This sort of situation presents a problem for the frac designer: Why should
fluid loss properties, which can be measured reliably at the surface,
appear to be so poor at downhole conditions? In our opinion, it is more
likely there is some feature of the geometry, like multiple strands, that
is nearly impossible to capture generically in the design models. This
statement is not an argument against using design models. On the contrary,
without a design model to indicate what an ideal situation should look
like, the designer will find it extremely difficult to assess the degree
of complexity presented by each situation.
By this time, the possibility that densely-shot perforations might cause
multiple fractures was being more widely considered.
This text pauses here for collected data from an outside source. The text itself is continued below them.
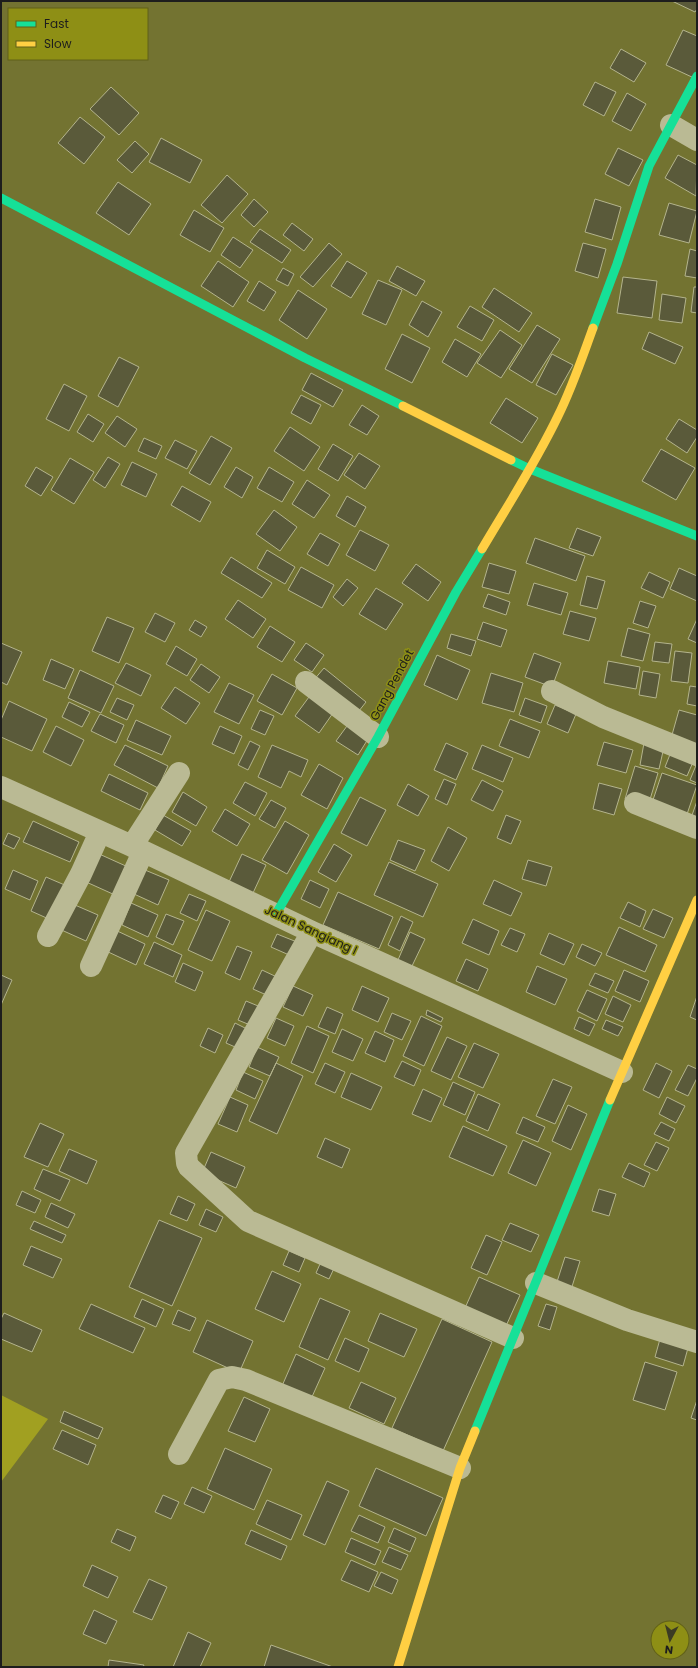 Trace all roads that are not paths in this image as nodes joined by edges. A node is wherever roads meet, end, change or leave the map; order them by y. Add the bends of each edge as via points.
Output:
1 (697, 76) edge
2 (671, 125) junction
3 (697, 140) edge
4 (1, 198) edge
5 (530, 469) junction
6 (697, 536) edge
7 (306, 682) dead end
8 (552, 691) dead end
9 (378, 737) junction
10 (697, 755) edge
11 (179, 773) dead end
12 (1, 787) edge
13 (635, 803) dead end
14 (697, 828) edge
15 (100, 832) junction
16 (138, 849) junction
17 (697, 900) edge
18 (276, 914) junction
19 (312, 932) junction
20 (48, 936) dead end
21 (91, 966) dead end
22 (622, 1072) junction
23 (536, 1283) junction
24 (513, 1338) junction
25 (697, 1342) edge
26 (179, 1454) dead end
27 (460, 1468) junction
28 (398, 1667) edge

1 - 2 street, Gang Pendet
2 - 3 street
2 - 5 street, Gang Pendet via 649,166 617,264 577,372 558,416
4 - 5 street via 305,358
5 - 6 street
5 - 9 street, Gang Pendet via 456,592
7 - 9 street
8 - 10 street via 603,717
9 - 18 street, Gang Pendet
11 - 16 street
12 - 15 street, Jalan Sangiang I
13 - 14 street
15 - 16 street, Jalan Sangiang I
15 - 20 street
16 - 18 street, Jalan Sangiang I
16 - 21 street
17 - 22 street
18 - 19 street, Jalan Sangiang I
19 - 22 street, Jalan Sangiang I
19 - 24 street via 186,1153 186,1162 248,1221
22 - 23 street
23 - 24 street
23 - 25 street via 627,1320
24 - 27 street
26 - 27 street via 219,1380 232,1377 246,1380
27 - 28 street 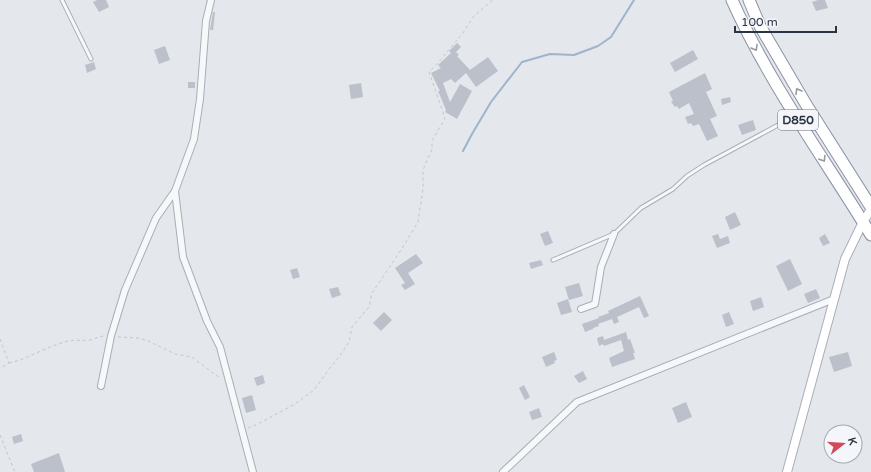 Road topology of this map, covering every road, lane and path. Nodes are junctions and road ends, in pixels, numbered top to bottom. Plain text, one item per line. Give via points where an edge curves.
1 (62, 0) edge
2 (211, 0) edge
3 (493, 0) edge
4 (732, 0) edge
5 (749, 0) edge
6 (91, 58) dead end
7 (795, 116) junction
8 (175, 191) junction
9 (871, 208) edge
10 (863, 222) junction
11 (614, 234) junction
12 (871, 235) edge
13 (553, 260) dead end
14 (834, 299) junction
15 (581, 309) dead end
16 (111, 336) junction
17 (0, 340) edge
18 (9, 363) junction
19 (0, 368) edge
20 (228, 378) junction
21 (101, 386) dead end
22 (242, 430) junction
23 (0, 435) edge
24 (786, 463) dead end
25 (15, 472) edge
26 (253, 472) edge
27 (503, 472) edge
28 (787, 472) edge

1 - 6 lane
2 - 8 street via 206,21 194,139
3 - 22 path via 473,17 463,33 429,72 445,118 432,141 432,149 423,170 418,222 372,293 369,306 352,327 349,342 314,390 295,404
4 -> 7 highway, D850 via 747,33
9 -> 5 highway, D850 via 760,26
7 -> 10 highway, D850
7 - 11 lane via 687,176 673,189 641,208
8 - 16 street via 156,218 125,290
8 - 20 street via 183,257 207,321 220,347
9 - 10 street
10 - 12 highway, D850
10 - 14 street via 845,259
11 - 13 lane
11 - 15 street via 601,267 594,304
14 - 24 street
14 - 27 street via 577,402
14 - 28 street
16 - 18 path via 64,342
16 - 20 path via 146,340 175,354 192,357 217,376
16 - 21 street
17 - 18 path
18 - 19 path
20 - 22 street
22 - 26 street
23 - 25 path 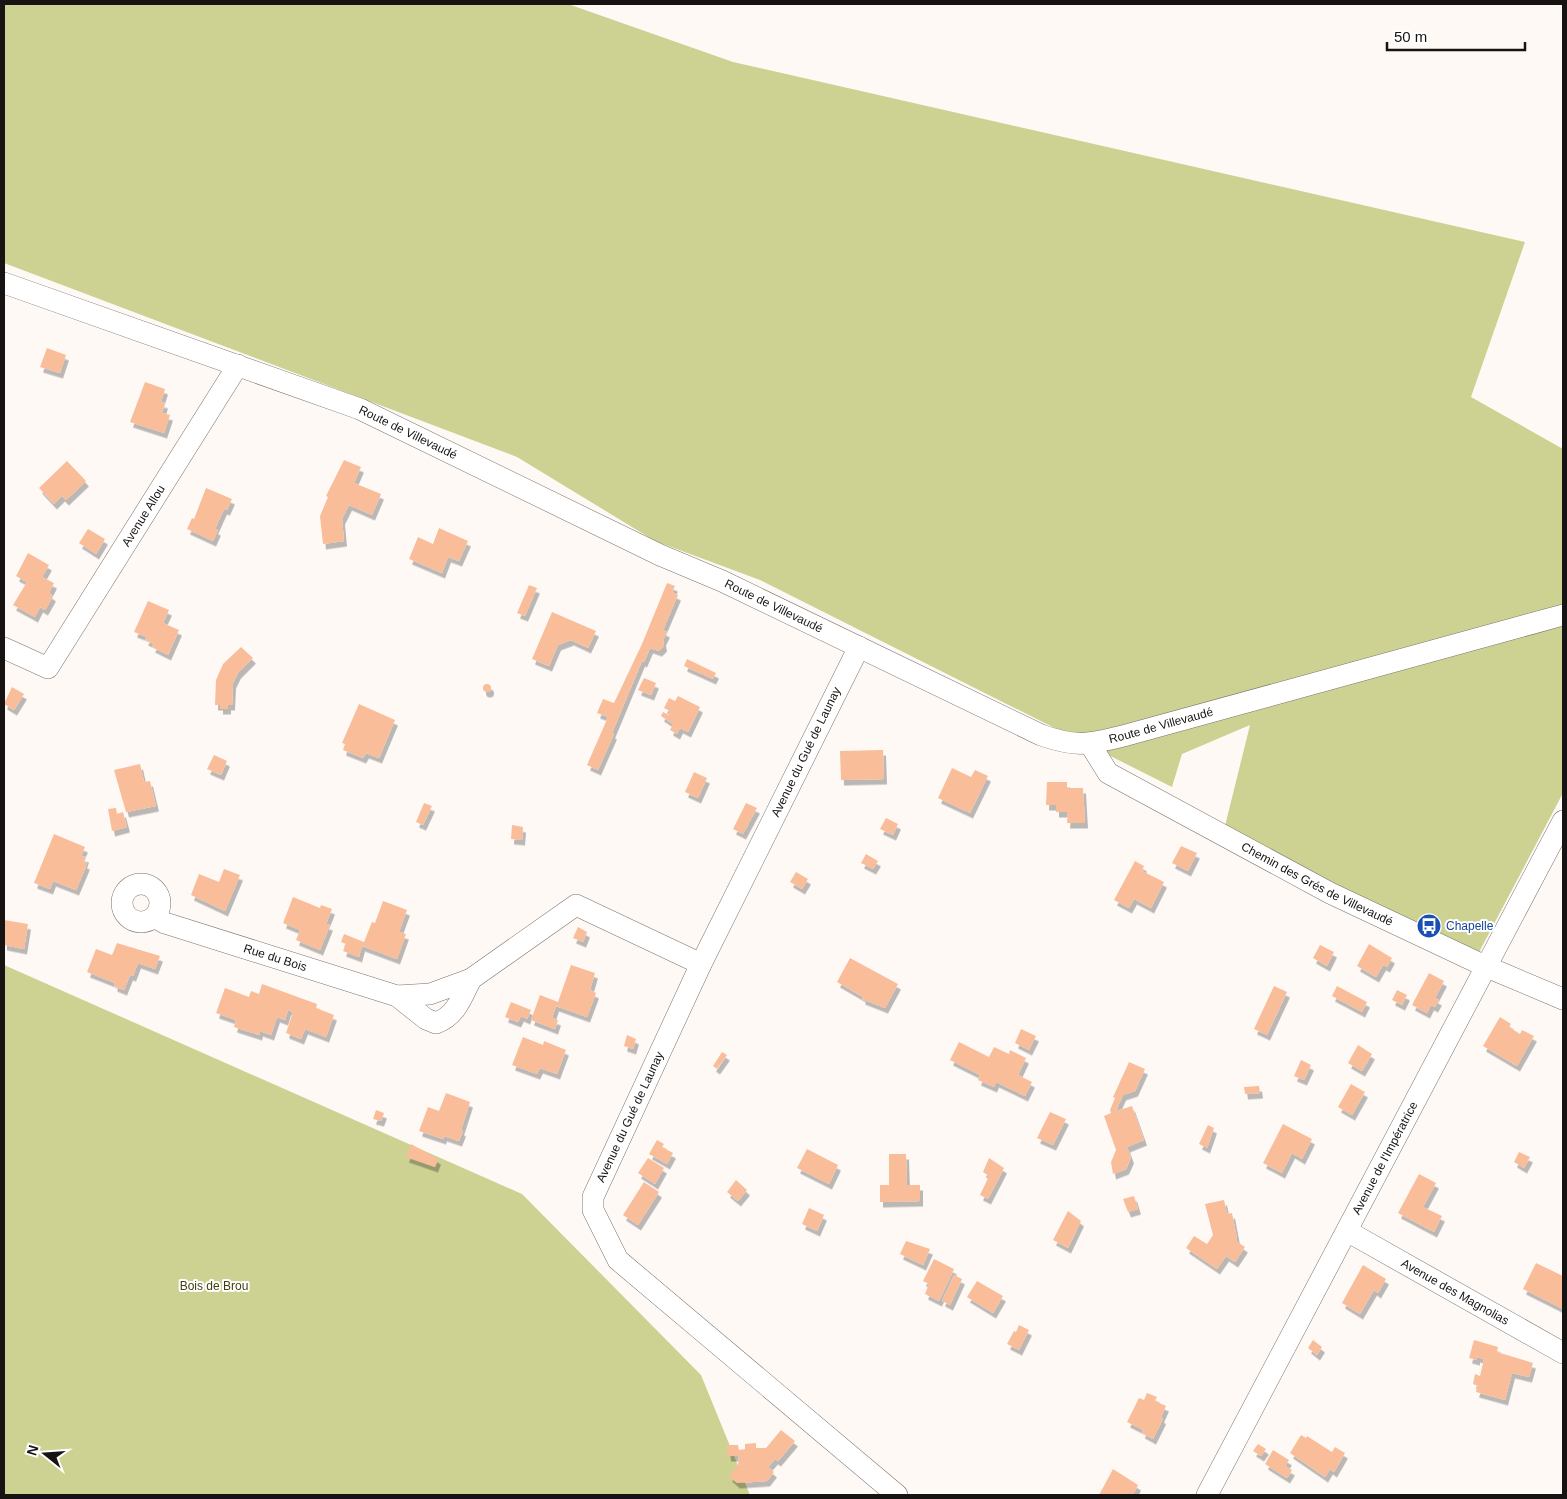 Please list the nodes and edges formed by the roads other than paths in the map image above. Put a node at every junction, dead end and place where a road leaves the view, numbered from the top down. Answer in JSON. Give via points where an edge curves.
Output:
{"nodes":[{"id":1,"x":4,"y":283,"type":"edge"},
{"id":2,"x":238,"y":365,"type":"junction"},
{"id":3,"x":1563,"y":615,"type":"edge"},
{"id":4,"x":859,"y":647,"type":"junction"},
{"id":5,"x":4,"y":648,"type":"edge"},
{"id":6,"x":1090,"y":744,"type":"junction"},
{"id":7,"x":1563,"y":821,"type":"edge"},
{"id":8,"x":154,"y":917,"type":"dead end"},
{"id":9,"x":701,"y":964,"type":"junction"},
{"id":10,"x":1487,"y":967,"type":"junction"},
{"id":11,"x":471,"y":979,"type":"junction"},
{"id":12,"x":397,"y":996,"type":"junction"},
{"id":13,"x":1563,"y":999,"type":"edge"},
{"id":14,"x":1347,"y":1231,"type":"junction"},
{"id":15,"x":1563,"y":1353,"type":"edge"},
{"id":16,"x":897,"y":1495,"type":"edge"},
{"id":17,"x":1207,"y":1495,"type":"edge"}],
"edges":[{"from":1,"to":2,"type":"street","name":"Route de Villevaudé"},
{"from":2,"to":4,"type":"street","name":"Route de Villevaudé","via":[[360,409],[660,556],[722,581]]},
{"from":2,"to":5,"type":"street","name":"Avenue Allou","via":[[48,668]]},
{"from":3,"to":6,"type":"street","name":"Route de Villevaudé"},
{"from":4,"to":6,"type":"street","name":"Route de Villevaudé","via":[[1040,735],[1066,744]]},
{"from":4,"to":9,"type":"street","name":"Avenue du Gué de Launay"},
{"from":6,"to":10,"type":"street","name":"Chemin des Grés de Villevaudé","via":[[1108,773],[1330,894]]},
{"from":7,"to":10,"type":"street","name":"Avenue de l'Impératrice"},
{"from":8,"to":12,"type":"street","name":"Rue du Bois"},
{"from":9,"to":11,"type":"street","name":"Rue du Bois","via":[[576,905]]},
{"from":9,"to":16,"type":"street","name":"Avenue du Gué de Launay","via":[[593,1197],[593,1210],[618,1260]]},
{"from":10,"to":13,"type":"street","name":"Chemin des Grés de Villevaudé"},
{"from":10,"to":14,"type":"street","name":"Avenue de l'Impératrice"},
{"from":11,"to":12,"type":"street","name":"Rue du Bois","via":[[430,994]]},
{"from":11,"to":12,"type":"street","name":"Rue du Bois","via":[[456,1008],[447,1019],[436,1023],[426,1020]]},
{"from":14,"to":15,"type":"street","name":"Avenue des Magnolias"},
{"from":14,"to":17,"type":"street","name":"Avenue de l'Impératrice"}]}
We decided to try to
design a completion to minimize that effect as much as possible.
Proppant Slugs with Very-Low Perforation Density:
Shortly after we treated Canyon Sand Well 11, we completed Canyon Sand Well
13. To test the idea that fewer perforations would initiate fewer fracture
strands, we shot Well 13 with only 12 big-hole (0.6 in.) shots over about
18 ft of pay in a 58 ft gross interval. The number of holes was chosen
solely to limit perforation friction to a moderate level. The phasing was
intended to be zero-degree, but was actually 120.degree. because of an
error when the guns were loaded.
Even though the previous well had had difficulty accepting slugs, we
decided to use them on Well 13 because we thought they could probably be
used to screenout secondary fracture strands. To provide a safety factor,
we used a heavier gel loading (40 ppmg), and reduced the sand size to
20/40 mesh. We flushed each slug separately and monitored the BHTP during
the displacement and during a shutdown following each displacement.
FIG. 9 is the treating record for the portion of the treatment where we
pumped the slugs. It shows similar BHTP (measured during the shutdowns) to
Well 11, plus approximately 300 psi of perforation friction.
The significant differences between this record and the records from Canyon
Sand Wells 03 and 11 are that BHTP (again measured during the shut downs)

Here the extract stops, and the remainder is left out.